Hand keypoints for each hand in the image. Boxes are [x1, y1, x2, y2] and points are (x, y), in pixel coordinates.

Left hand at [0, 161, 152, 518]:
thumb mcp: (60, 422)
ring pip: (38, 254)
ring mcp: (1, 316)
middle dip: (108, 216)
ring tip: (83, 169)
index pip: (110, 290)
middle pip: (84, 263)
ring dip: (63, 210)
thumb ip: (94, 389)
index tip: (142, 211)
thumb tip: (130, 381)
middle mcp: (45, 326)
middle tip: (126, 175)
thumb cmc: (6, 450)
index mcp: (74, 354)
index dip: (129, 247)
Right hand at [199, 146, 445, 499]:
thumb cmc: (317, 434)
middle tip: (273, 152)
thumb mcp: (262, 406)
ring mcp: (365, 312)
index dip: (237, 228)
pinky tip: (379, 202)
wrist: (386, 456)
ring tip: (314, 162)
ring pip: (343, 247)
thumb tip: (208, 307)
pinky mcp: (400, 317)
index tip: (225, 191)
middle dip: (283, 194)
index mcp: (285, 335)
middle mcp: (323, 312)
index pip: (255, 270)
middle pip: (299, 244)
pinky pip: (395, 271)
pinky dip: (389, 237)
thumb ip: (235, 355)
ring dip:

_ _ _ _ _

Directions for this task:
I'd like the material repeated word for word, please.

Finished exercise:
Hand keypoints for each hand in the image. Boxes are [x1, y1, x2, y2] and points are (x, y), in pixel coordinates.

Left hand at [0, 161, 152, 518]:
thumb mcp: (60, 422)
ring pip: (38, 254)
ring mcp: (1, 316)
middle dip: (108, 216)
ring tip: (83, 169)
index pip: (110, 290)
middle pip: (84, 263)
ring dip: (63, 210)
thumb ip: (94, 389)
index tip: (142, 211)
thumb tip: (130, 381)
middle mcp: (45, 326)
middle tip: (126, 175)
thumb cmc: (6, 450)
index mcp: (74, 354)
index dip: (129, 247)
Right hand at [199, 146, 445, 499]:
thumb cmc: (317, 434)
middle tip: (273, 152)
thumb mcp: (262, 406)
ring mcp: (365, 312)
index dip: (237, 228)
pinky tip: (379, 202)
wrist: (386, 456)
ring tip: (314, 162)
ring pip: (343, 247)
thumb tip: (208, 307)
pinky mcp: (400, 317)
index tip: (225, 191)
middle dip: (283, 194)
index mcp: (285, 335)
middle mcp: (323, 312)
index pip: (255, 270)
middle pip: (299, 244)
pinky pip: (395, 271)
pinky dip: (389, 237)
thumb ip: (235, 355)
ring dip:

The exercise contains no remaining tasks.